Walking home the other day, I was passed by an SUV driven by a woman who was chatting on her cell phone and, I'd guess, her teenaged son, who was pecking away at the keypad of some electrogadget. How sad, I reflexively thought: a parent and child within two feet of each other, but each temporarily ignoring the other and engaged in a dialogue with absent partners. But then I mulled on it a little longer - walking the three miles home from the library allows that - and started to think that maybe there was an element of grace, of rightness, in the scene as well. After all, each was doing what they wanted, with no apparent friction or resentment. A laissez- faire society, in the cozy confines of a car.
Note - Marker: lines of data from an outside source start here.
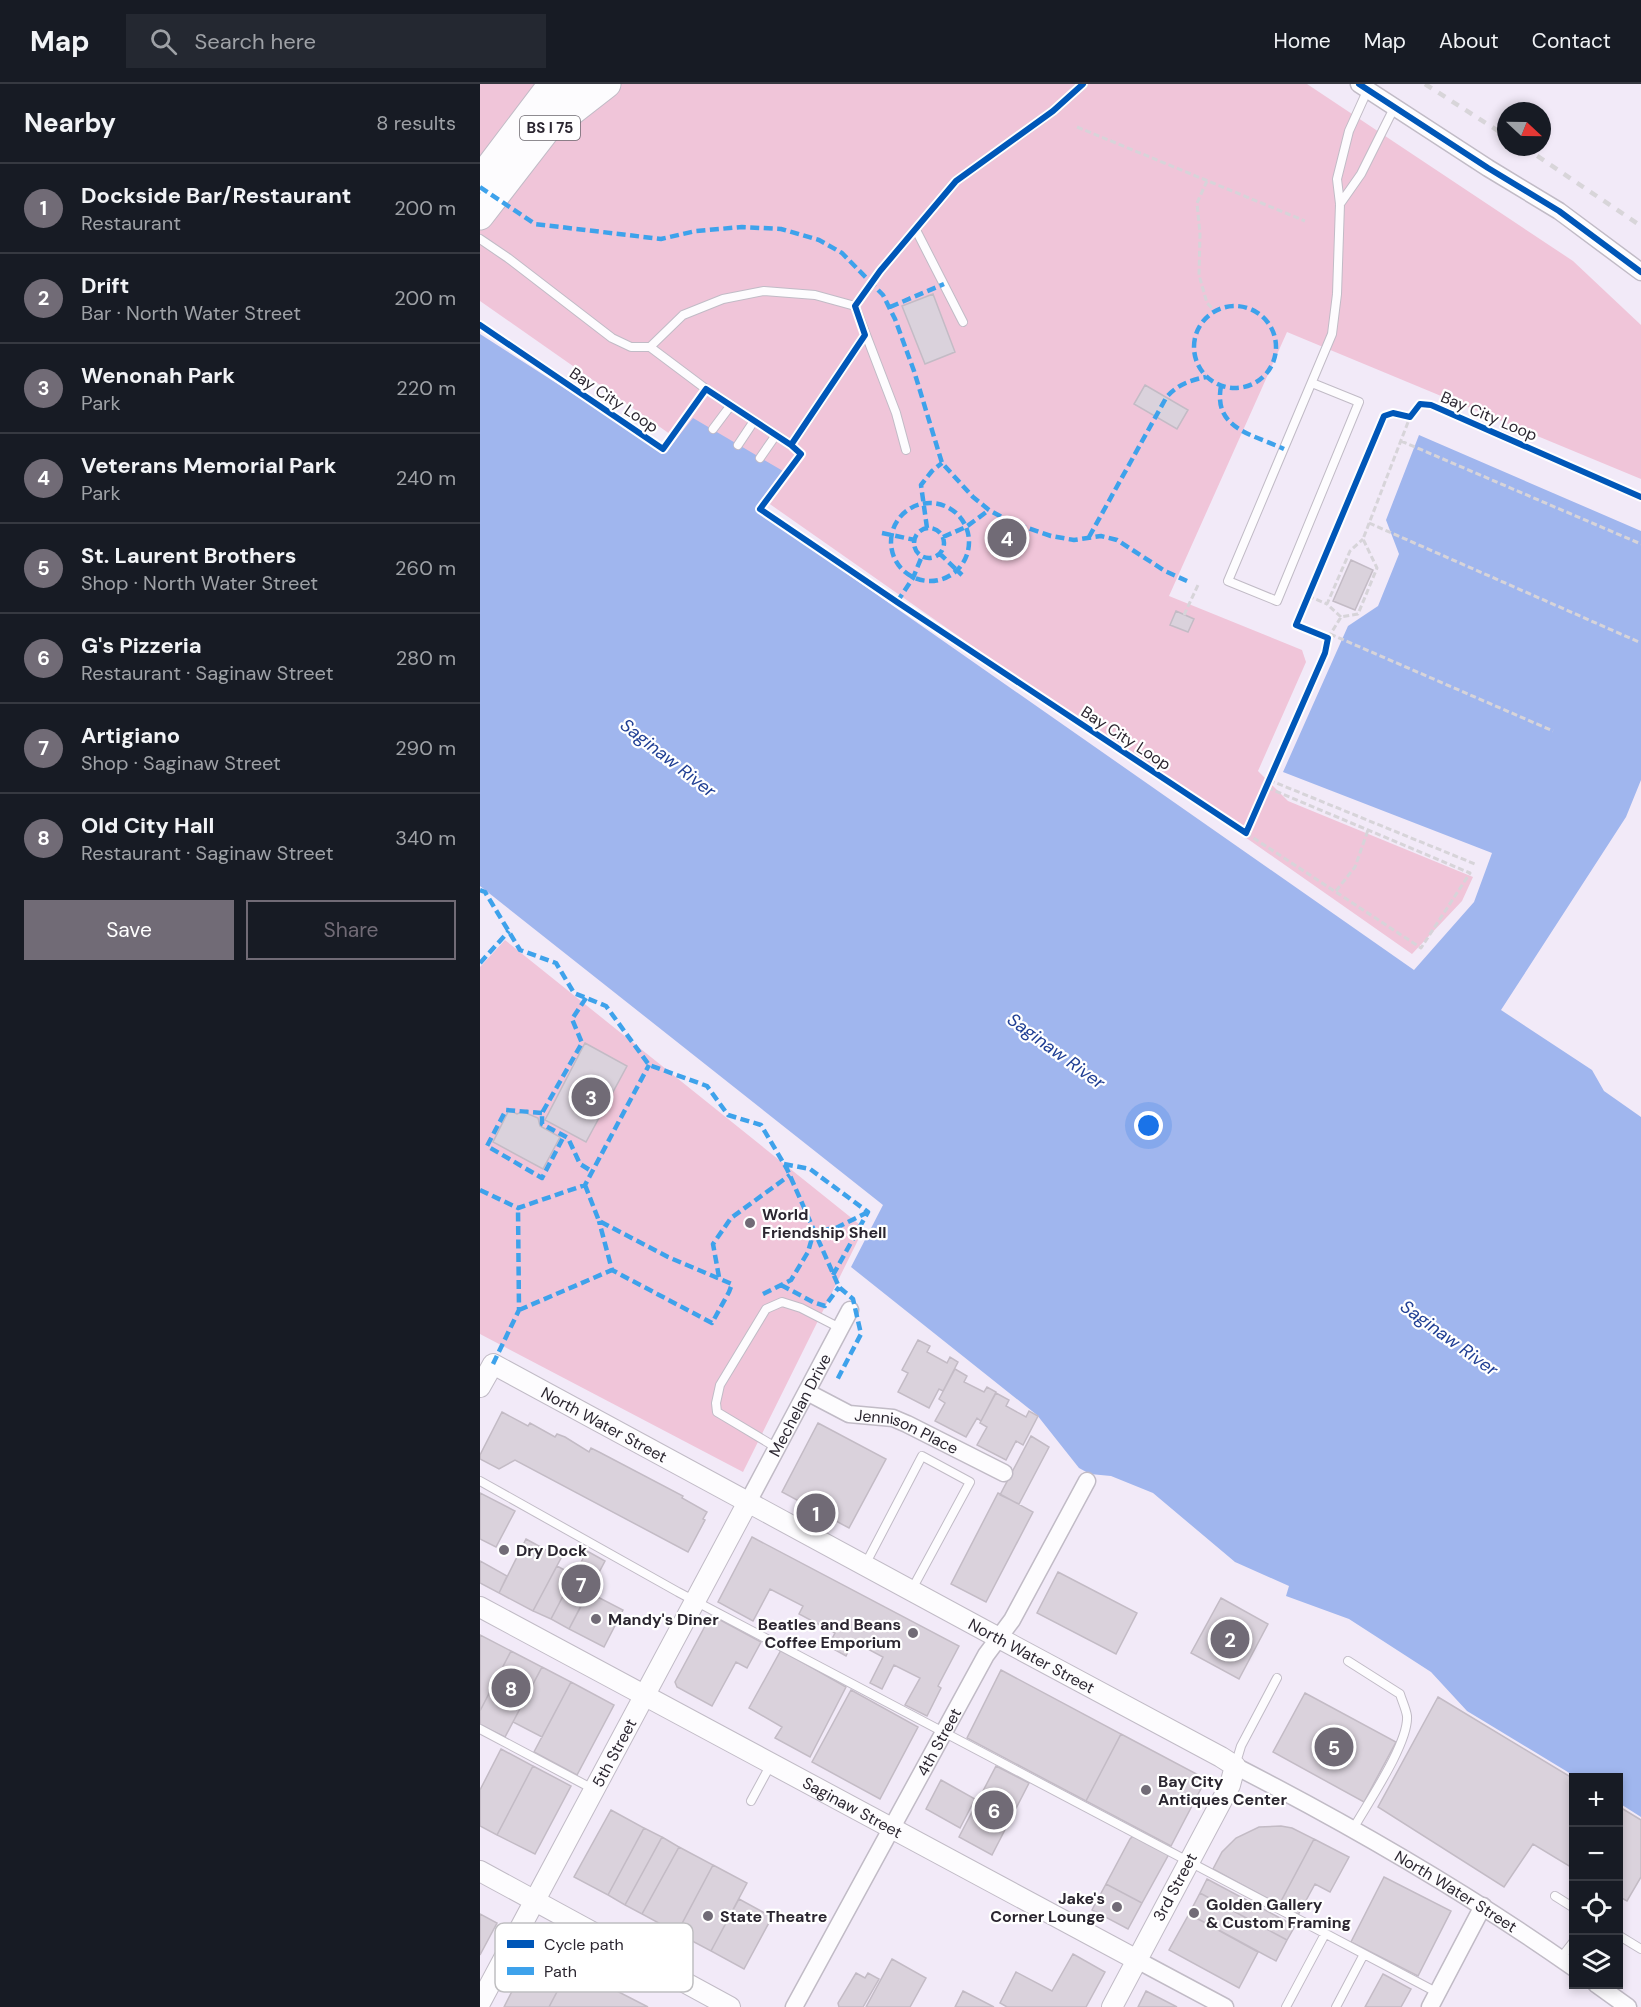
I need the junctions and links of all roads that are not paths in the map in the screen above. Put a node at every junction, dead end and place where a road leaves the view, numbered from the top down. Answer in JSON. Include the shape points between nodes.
{"nodes":[{"id":1,"x":552,"y":84,"type":"edge"},
{"id":2,"x":582,"y":84,"type":"edge"},
{"id":3,"x":607,"y":84,"type":"edge"},
{"id":4,"x":1083,"y":84,"type":"edge"},
{"id":5,"x":1364,"y":87,"type":"edge"},
{"id":6,"x":1395,"y":106,"type":"junction"},
{"id":7,"x":547,"y":132,"type":"junction"},
{"id":8,"x":506,"y":163,"type":"junction"},
{"id":9,"x":480,"y":179,"type":"edge"},
{"id":10,"x":1340,"y":204,"type":"junction"},
{"id":11,"x":480,"y":216,"type":"edge"},
{"id":12,"x":916,"y":230,"type":"junction"},
{"id":13,"x":480,"y":239,"type":"edge"},
{"id":14,"x":1641,"y":272,"type":"edge"},
{"id":15,"x":855,"y":306,"type":"junction"},
{"id":16,"x":963,"y":322,"type":"dead end"},
{"id":17,"x":865,"y":335,"type":"junction"},
{"id":18,"x":650,"y":347,"type":"junction"},
{"id":19,"x":1312,"y":383,"type":"junction"},
{"id":20,"x":731,"y":405,"type":"junction"},
{"id":21,"x":754,"y":421,"type":"junction"},
{"id":22,"x":713,"y":429,"type":"dead end"},
{"id":23,"x":776,"y":435,"type":"junction"},
{"id":24,"x":738,"y":445,"type":"dead end"},
{"id":25,"x":906,"y":450,"type":"dead end"},
{"id":26,"x":760,"y":458,"type":"dead end"},
{"id":27,"x":850,"y":1310,"type":"dead end"},
{"id":28,"x":840,"y":1328,"type":"junction"},
{"id":29,"x":486,"y":1360,"type":"edge"},
{"id":30,"x":480,"y":1387,"type":"edge"},
{"id":31,"x":807,"y":1392,"type":"junction"},
{"id":32,"x":777,"y":1448,"type":"junction"},
{"id":33,"x":1004,"y":1473,"type":"dead end"},
{"id":34,"x":480,"y":1481,"type":"edge"},
{"id":35,"x":1087,"y":1481,"type":"dead end"},
{"id":36,"x":748,"y":1502,"type":"junction"},
{"id":37,"x":864,"y":1566,"type":"junction"},
{"id":38,"x":911,"y":1591,"type":"junction"},
{"id":39,"x":696,"y":1601,"type":"junction"},
{"id":40,"x":480,"y":1606,"type":"edge"},
{"id":41,"x":998,"y":1638,"type":"junction"},
{"id":42,"x":1348,"y":1661,"type":"dead end"},
{"id":43,"x":1277,"y":1678,"type":"dead end"},
{"id":44,"x":646,"y":1696,"type":"junction"},
{"id":45,"x":480,"y":1729,"type":"edge"},
{"id":46,"x":943,"y":1733,"type":"junction"},
{"id":47,"x":771,"y":1763,"type":"junction"},
{"id":48,"x":1235,"y":1766,"type":"junction"},
{"id":49,"x":595,"y":1790,"type":"junction"},
{"id":50,"x":751,"y":1801,"type":"dead end"},
{"id":51,"x":891,"y":1828,"type":"junction"},
{"id":52,"x":1353,"y":1829,"type":"junction"},
{"id":53,"x":1189,"y":1863,"type":"junction"},
{"id":54,"x":480,"y":1871,"type":"edge"},
{"id":55,"x":1555,"y":1896,"type":"dead end"},
{"id":56,"x":535,"y":1901,"type":"junction"},
{"id":57,"x":1569,"y":1905,"type":"edge"},
{"id":58,"x":1483,"y":1906,"type":"junction"},
{"id":59,"x":523,"y":1923,"type":"edge"},
{"id":60,"x":575,"y":1923,"type":"edge"},
{"id":61,"x":1325,"y":1934,"type":"junction"},
{"id":62,"x":1623,"y":1938,"type":"edge"},
{"id":63,"x":1641,"y":1949,"type":"edge"},
{"id":64,"x":1364,"y":1954,"type":"junction"},
{"id":65,"x":1137,"y":1960,"type":"junction"},
{"id":66,"x":1567,"y":1964,"type":"edge"},
{"id":67,"x":495,"y":1975,"type":"edge"},
{"id":68,"x":693,"y":1987,"type":"edge"},
{"id":69,"x":1603,"y":1989,"type":"edge"},
{"id":70,"x":1434,"y":2000,"type":"edge"},
{"id":71,"x":480,"y":2003,"type":"edge"},
{"id":72,"x":730,"y":2007,"type":"edge"},
{"id":73,"x":795,"y":2007,"type":"edge"},
{"id":74,"x":1112,"y":2007,"type":"edge"},
{"id":75,"x":1225,"y":2007,"type":"edge"},
{"id":76,"x":1286,"y":2007,"type":"edge"},
{"id":77,"x":1335,"y":2007,"type":"edge"},
{"id":78,"x":1628,"y":2007,"type":"edge"}],
"edges":[{"from":1,"to":8,"type":"highway","number":"BS I 75"},
{"from":2,"to":7,"type":"highway","number":"BS I 75"},
{"from":3,"to":7,"type":"highway"},
{"from":4,"to":12,"type":"lane","via":[[1053,111],[956,181]]},
{"from":5,"to":6,"type":"street"},
{"from":5,"to":10,"type":"lane","via":[[1337,179]]},
{"from":6,"to":10,"type":"lane"},
{"from":6,"to":14,"type":"street","via":[[1558,211]]},
{"from":7,"to":8,"type":"highway","number":"BS I 75"},
{"from":8,"to":9,"type":"highway","number":"BS I 75"},
{"from":8,"to":11,"type":"highway","number":"BS I 75"},
{"from":10,"to":19,"type":"lane","via":[[1332,334]]},
{"from":12,"to":15,"type":"lane"},
{"from":12,"to":16,"type":"lane"},
{"from":13,"to":18,"type":"lane","via":[[612,338],[631,347]]},
{"from":15,"to":17,"type":"lane"},
{"from":15,"to":18,"type":"lane","via":[[815,295],[764,291],[723,298],[683,315]]},
{"from":17,"to":23,"type":"lane","via":[[791,445]]},
{"from":17,"to":25,"type":"lane","via":[[896,413]]},
{"from":18,"to":20,"type":"lane"},
{"from":19,"to":19,"type":"lane","via":[[1228,581],[1277,601],[1359,402]]},
{"from":20,"to":21,"type":"lane"},
{"from":20,"to":22,"type":"lane"},
{"from":21,"to":23,"type":"lane"},
{"from":21,"to":24,"type":"lane"},
{"from":23,"to":26,"type":"lane"},
{"from":27,"to":28,"type":"street","name":"Mechelan Drive"},
{"from":28,"to":31,"type":"street","name":"Mechelan Drive"},
{"from":28,"to":32,"type":"lane","via":[[782,1302],[766,1309],[720,1385],[717,1412]]},
{"from":29,"to":30,"type":"street"},
{"from":29,"to":36,"type":"street","name":"North Water Street"},
{"from":31,"to":32,"type":"street","name":"Mechelan Drive"},
{"from":31,"to":33,"type":"street","name":"Jennison Place","via":[[849,1414],[892,1418],[907,1424]]},
{"from":32,"to":36,"type":"street","name":"Mechelan Drive"},
{"from":34,"to":39,"type":"lane"},
{"from":35,"to":41,"type":"street","name":"4th Street","via":[[1012,1620]]},
{"from":36,"to":37,"type":"street","name":"North Water Street"},
{"from":36,"to":39,"type":"street","name":"5th Street"},
{"from":37,"to":38,"type":"street","name":"North Water Street"},
{"from":37,"to":38,"type":"lane","via":[[922,1456],[970,1482]]},
{"from":38,"to":41,"type":"street","name":"North Water Street"},
{"from":39,"to":44,"type":"street","name":"5th Street"},
{"from":39,"to":46,"type":"lane"},
{"from":40,"to":44,"type":"street","name":"Saginaw Street"},
{"from":41,"to":46,"type":"street","name":"4th Street"},
{"from":41,"to":48,"type":"street","name":"North Water Street"},
{"from":42,"to":52,"type":"lane","via":[[1400,1694],[1407,1717],[1395,1755]]},
{"from":43,"to":48,"type":"lane","via":[[1241,1746]]},
{"from":44,"to":47,"type":"street","name":"Saginaw Street"},
{"from":44,"to":49,"type":"street","name":"5th Street"},
{"from":45,"to":49,"type":"lane"},
{"from":46,"to":51,"type":"street","name":"4th Street"},
{"from":46,"to":53,"type":"lane"},
{"from":47,"to":50,"type":"lane"},
{"from":47,"to":51,"type":"street","name":"Saginaw Street"},
{"from":48,"to":52,"type":"street","name":"North Water Street"},
{"from":48,"to":53,"type":"street","name":"3rd Street","via":[[1230,1785]]},
{"from":49,"to":56,"type":"street","name":"5th Street"},
{"from":51,"to":65,"type":"street","name":"Saginaw Street"},
{"from":51,"to":73,"type":"street","name":"4th Street"},
{"from":52,"to":58,"type":"street","name":"North Water Street"},
{"from":53,"to":61,"type":"lane"},
{"from":53,"to":65,"type":"street","name":"3rd Street"},
{"from":54,"to":56,"type":"street"},
{"from":55,"to":57,"type":"lane"},
{"from":56,"to":59,"type":"street","name":"5th Street"},
{"from":56,"to":60,"type":"street"},
{"from":58,"to":66,"type":"street","name":"North Water Street"},
{"from":58,"to":70,"type":"street"},
{"from":61,"to":64,"type":"lane"},
{"from":61,"to":76,"type":"lane"},
{"from":62,"to":63,"type":"lane"},
{"from":64,"to":70,"type":"lane"},
{"from":64,"to":77,"type":"lane"},
{"from":65,"to":74,"type":"street","name":"3rd Street"},
{"from":65,"to":75,"type":"street","name":"Saginaw Street"},
{"from":67,"to":71,"type":"street","name":"5th Street"},
{"from":68,"to":72,"type":"street"},
{"from":69,"to":78,"type":"street"}]}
In the days since, the scene's recurred to me a few times. When I'm sitting Cleo, as today, the most basic challenge is to try to read her mood, and to accommodate: a hungry baby needs to be fed, and a wet diaper, if it's not changed, has a way of sublimating into something considerably more grotesque. But as she's growing older (the four-month mark, folks, is just around the corner), there are also moments where reading her mood means respecting her individualism. Today she played with the low-hung rack of toys on her play seat for a good 15 minutes, and although my inclination was to interrupt her - how can anyone fumble with two plastic disks for that long without getting bored? - letting her go turned out to be the best thing I could do. She played happily, quietly, absorbedly.

The point? A simple one. We may want to be perfect parents, always there and always at our child's side. But sometimes being a good parent, it seems, means stepping aside. The space between a mother and child isn't always a cold one; it can also be filled with trust.